Summary of the Facts: Wallace Pratt and Josephine Pratt were divorced on grounds of irreconcilable differences. The Pratts entered into a property settlement agreement that was incorporated into the divorce judgment. Wallace filed a motion to reform the property settlement agreement alleging the final agreement was formed under a mutual mistake of the parties due to a scrivener’s error in the drafting. The chancellor denied the motion. Wallace appeals.

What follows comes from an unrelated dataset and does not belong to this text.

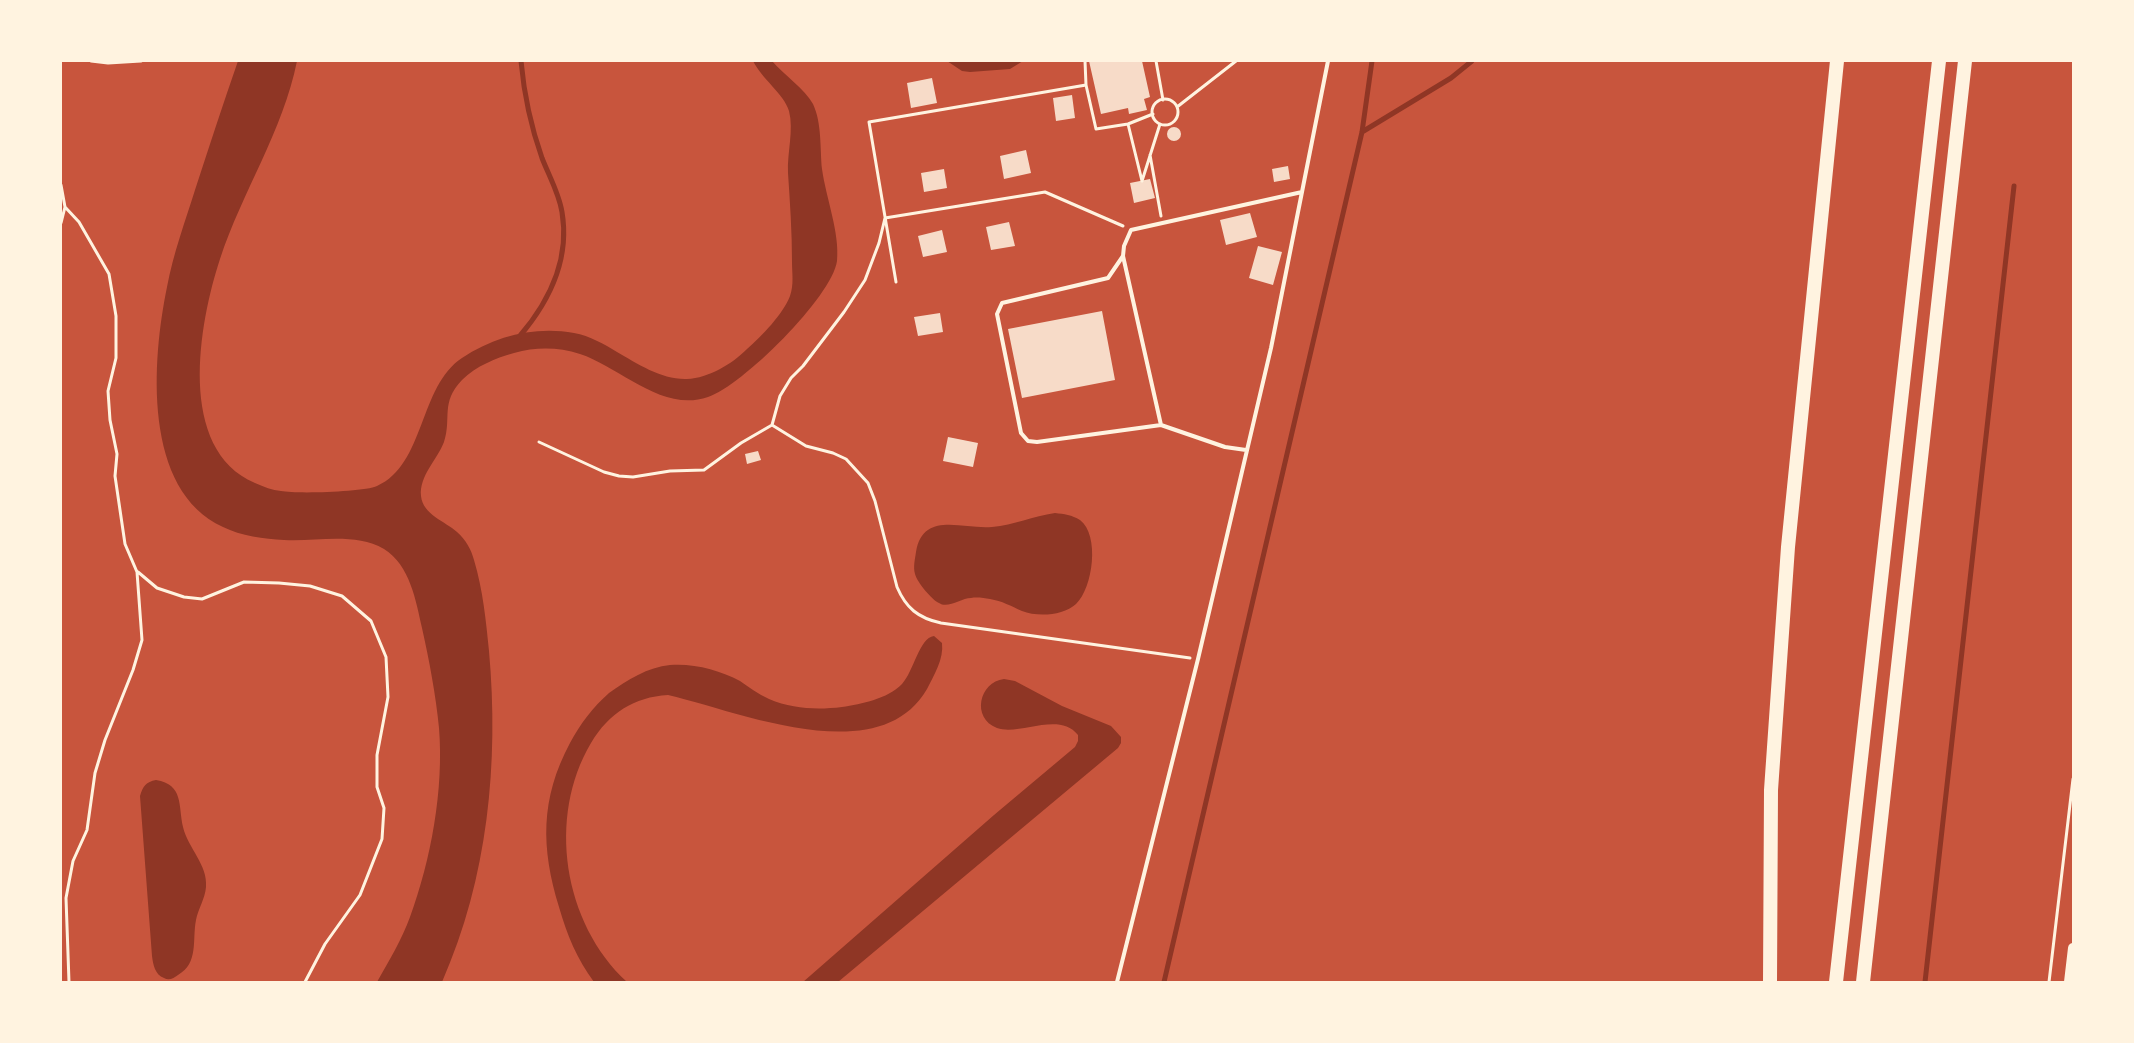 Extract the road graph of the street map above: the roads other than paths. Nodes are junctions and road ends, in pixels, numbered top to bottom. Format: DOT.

Summary of Opinion Analysis: Wallace argues that the omission of the words “surviving spousal” are the result of scrivener’s error and a clerical mistake that warrants reformation to the agreement to reflect the understanding and intent of the parties. M.R.C.P. 60(a) provides for relief from a clerical mistake arising from oversight or omission and states that such mistake may be corrected at any time by the court’s own initiative or upon a motion of any party. M.R.C.P. 60(b)(2) provides that upon motion by a party the court may relieve a party or his legal representative from a final judgment for accident or mistake but the motion must be made within a reasonable time, and not more than six months after the judgment. The power granted in Rule 60(a) cannot be utilized to change the effect of a judgment, where the changed effect is not manifest from the record that the change reflects the original intent. The language proposed by Wallace does not reflect the original intent of the parties. Therefore, the omission of the words “surviving spousal” was not a clerical mistake or scrivener’s error that would allow for reformation of the agreement. Additionally, pursuant to Rule 60(b)(2), Wallace had six months to bring his motion for reformation. Wallace did not file his motion to reform until over two years after the judgment for divorce was entered. Wallace argues that even if the court did not have authority to grant relief under Rule 60(b)(2), that the court should reform the agreement pursuant to Rule 60(b)(6). In order to be granted relief under a Rule 60(b)(6) motion, the claimant must show exceptional circumstances existed that warrant a modification and/or reformation to the judgment. Wallace argues the agreement should be reformed because of the inequity allowed for as it reads, where Josephine is designated the surviving spouse and will receive surviving spousal annuity benefits at Wallace’s death and fifty percent of Wallace’s retirement at the date of his retirement. The circumstances are not of such an exceptional nature as to warrant reformation under Rule 60(b)(6).